Quello che l’esito della competizione elettorale ci dirà è anzitutto il grado di efficienza della tecnocrazia strategica, dello Stato profondo a stelle e strisce. Non è un mistero che fra Trump e quelle agenzie – intelligence sopra ogni altra – la temperatura non sia mai stata piacevole. In particolare con la Cia e l’Fbi la lotta è stata all’ultimo sangue. Ma anche all’interno della sua mobile amministrazione il clima non è mai stato tranquillo, considerata la permanente turnazione negli incarichi di base e di punta, compresa la segreteria di Stato e il Consiglio per la Sicurezza nazionale. Alcuni se ne sono andati sbattendo la porta, come l’ex segretario di Stato John Bolton, capo dei «falchi» neoconservatori, che dalla sua breve esperienza ha tratto spunto per un libro di grande successo, ritratto spietato del caos regnante nella Casa Bianca di Donald Trump.

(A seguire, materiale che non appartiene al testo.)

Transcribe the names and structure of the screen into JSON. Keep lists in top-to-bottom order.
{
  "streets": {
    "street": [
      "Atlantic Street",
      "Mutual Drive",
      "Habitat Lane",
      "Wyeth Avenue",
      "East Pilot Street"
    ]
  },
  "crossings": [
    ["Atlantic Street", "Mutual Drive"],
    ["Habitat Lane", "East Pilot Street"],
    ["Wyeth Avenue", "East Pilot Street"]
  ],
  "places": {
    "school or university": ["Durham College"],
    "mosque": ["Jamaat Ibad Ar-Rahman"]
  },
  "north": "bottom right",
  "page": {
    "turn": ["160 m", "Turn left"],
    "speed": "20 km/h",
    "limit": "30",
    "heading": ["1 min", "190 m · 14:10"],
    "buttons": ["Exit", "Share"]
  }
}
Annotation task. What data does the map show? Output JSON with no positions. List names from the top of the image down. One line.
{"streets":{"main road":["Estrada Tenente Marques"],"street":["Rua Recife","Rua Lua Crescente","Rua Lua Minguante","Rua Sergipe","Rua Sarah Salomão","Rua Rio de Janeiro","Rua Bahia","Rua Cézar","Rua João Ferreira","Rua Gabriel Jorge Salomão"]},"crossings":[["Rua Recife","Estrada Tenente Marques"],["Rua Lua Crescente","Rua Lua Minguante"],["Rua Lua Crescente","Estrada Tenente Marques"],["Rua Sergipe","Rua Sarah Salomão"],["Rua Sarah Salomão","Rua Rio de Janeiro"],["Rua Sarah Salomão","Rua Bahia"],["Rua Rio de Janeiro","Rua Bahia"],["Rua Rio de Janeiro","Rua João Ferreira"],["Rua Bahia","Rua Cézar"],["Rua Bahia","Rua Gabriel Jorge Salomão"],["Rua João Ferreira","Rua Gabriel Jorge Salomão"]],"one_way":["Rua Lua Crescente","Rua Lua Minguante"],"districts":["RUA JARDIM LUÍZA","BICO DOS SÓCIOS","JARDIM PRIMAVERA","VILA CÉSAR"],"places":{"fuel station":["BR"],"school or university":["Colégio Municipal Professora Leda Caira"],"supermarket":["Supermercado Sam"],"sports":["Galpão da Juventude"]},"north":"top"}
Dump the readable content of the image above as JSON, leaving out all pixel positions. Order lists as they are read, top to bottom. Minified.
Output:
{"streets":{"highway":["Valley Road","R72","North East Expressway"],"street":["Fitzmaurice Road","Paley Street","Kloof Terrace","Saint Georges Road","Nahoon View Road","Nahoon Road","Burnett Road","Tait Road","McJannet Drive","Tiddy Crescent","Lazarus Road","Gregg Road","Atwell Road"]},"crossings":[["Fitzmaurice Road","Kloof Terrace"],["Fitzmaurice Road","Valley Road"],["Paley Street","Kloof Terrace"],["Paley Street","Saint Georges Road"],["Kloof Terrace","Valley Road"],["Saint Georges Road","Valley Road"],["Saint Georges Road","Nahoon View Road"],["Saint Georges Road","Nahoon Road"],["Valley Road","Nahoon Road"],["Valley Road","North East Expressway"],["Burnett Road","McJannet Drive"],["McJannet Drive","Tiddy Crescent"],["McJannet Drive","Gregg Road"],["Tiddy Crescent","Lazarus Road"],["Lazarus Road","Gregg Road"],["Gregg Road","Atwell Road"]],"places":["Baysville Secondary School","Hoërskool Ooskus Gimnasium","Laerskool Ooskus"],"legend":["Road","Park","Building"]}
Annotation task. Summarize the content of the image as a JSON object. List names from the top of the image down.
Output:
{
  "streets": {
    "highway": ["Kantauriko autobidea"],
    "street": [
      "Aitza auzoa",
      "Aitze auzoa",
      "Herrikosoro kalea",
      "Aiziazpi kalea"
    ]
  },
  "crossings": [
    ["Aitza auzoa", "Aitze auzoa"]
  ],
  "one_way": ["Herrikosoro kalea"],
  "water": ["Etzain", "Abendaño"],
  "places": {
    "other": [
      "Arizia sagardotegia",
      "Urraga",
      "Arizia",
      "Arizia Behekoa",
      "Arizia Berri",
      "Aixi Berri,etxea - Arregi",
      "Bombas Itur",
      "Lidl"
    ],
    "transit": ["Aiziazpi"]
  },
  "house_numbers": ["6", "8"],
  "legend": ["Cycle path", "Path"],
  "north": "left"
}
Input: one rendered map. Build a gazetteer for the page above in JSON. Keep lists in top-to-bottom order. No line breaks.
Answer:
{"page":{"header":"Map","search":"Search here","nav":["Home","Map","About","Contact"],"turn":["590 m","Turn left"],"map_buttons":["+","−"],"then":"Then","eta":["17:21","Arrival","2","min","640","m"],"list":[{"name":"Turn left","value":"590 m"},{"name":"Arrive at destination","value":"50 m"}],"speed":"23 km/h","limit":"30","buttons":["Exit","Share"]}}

Negli apparati spira quindi un vento di insofferenza verso Trump, considerato a torto o a ragione un problema più che una risorsa per l’impero americano. Un suo ritorno alla Casa Bianca per altri quattro anni significherebbe che le burocrazie non sono in grado di controllare o alterare l’esito di una tornata elettorale presidenziale, ciò che è nelle loro possibilità. Sotto certi aspetti, persino loro dovere. In particolare vale per le agenzie di intelligence, che non sono sottoposte alla legge ma ad essa sovraordinate, in nome della protezione dei superiori interessi dello Stato, ovvero della difesa del primato globale americano.
La vittoria di Trump non sarebbe accolta con speciale gioia nemmeno dal Partito repubblicano. I più autorevoli senatori e deputati del Grand Old Party non nascondono oramai ciò che alcuni di loro hanno sempre pensato di Trump, ovvero che sia un pessimo presidente ma anche un pessimo portabandiera del partito. E nella campagna elettorale che prevede un ampio rinnovo delle Camere diversi candidati repubblicani hanno preso le distanze da The Donald, temendo che schiacciarsi sulla sua retorica sia poco utile ai fini della conservazione dei loro seggi parlamentari.
Tutto questo, insieme alla grave crisi sociale e di identità attraversata dal Paese, spiega perché alla vigilia i sondaggi dicano Biden. Certo, anche nel 2016 le agenzie incaricate di sondare gli umori dell’elettorato certificavano la vittoria di Hillary Clinton, tanto che Trump aveva preparato il discorso di accettazione della sconfitta, non il bollettino della vittoria. Stavolta, se l’esito sarà contrastato, è probabile che il presidente uscente contesti la legittimità del voto e si barrichi, forse non solo metaforicamente, nello Studio Ovale. Sicuramente Trump metterebbe sotto accusa il voto per posta e accuserebbe il rivale di avere manipolato il risultato.
È quindi da prevedere un dopo-voto acrimonioso e forse drammatico. In estrema ipotesi, sarebbe la Corte Suprema, sulla carta orientata per Trump, a dire l’ultima parola.
La vera incognita, in caso di vittoria di Biden, sarà chi in effetti incarnerà il ruolo di portabandiera degli Stati Uniti. A meno di miracolose trasformazioni – la magistratura rivela l’uomo, dicevano i romani – Biden non avrà la statura e l’irradiamento che normalmente sono richiesti a una personalità pubblica di tale visibilità. E soprattutto, occorre chiedersi chi in effetti presiederà alla macchina dell’impero, stante l’estrema incertezza che regna riguardo alla squadra di governo. Prepariamoci in ogni caso a un prolungamento della crisi americana in corso. E ad assorbirne gli effetti anche in casa nostra.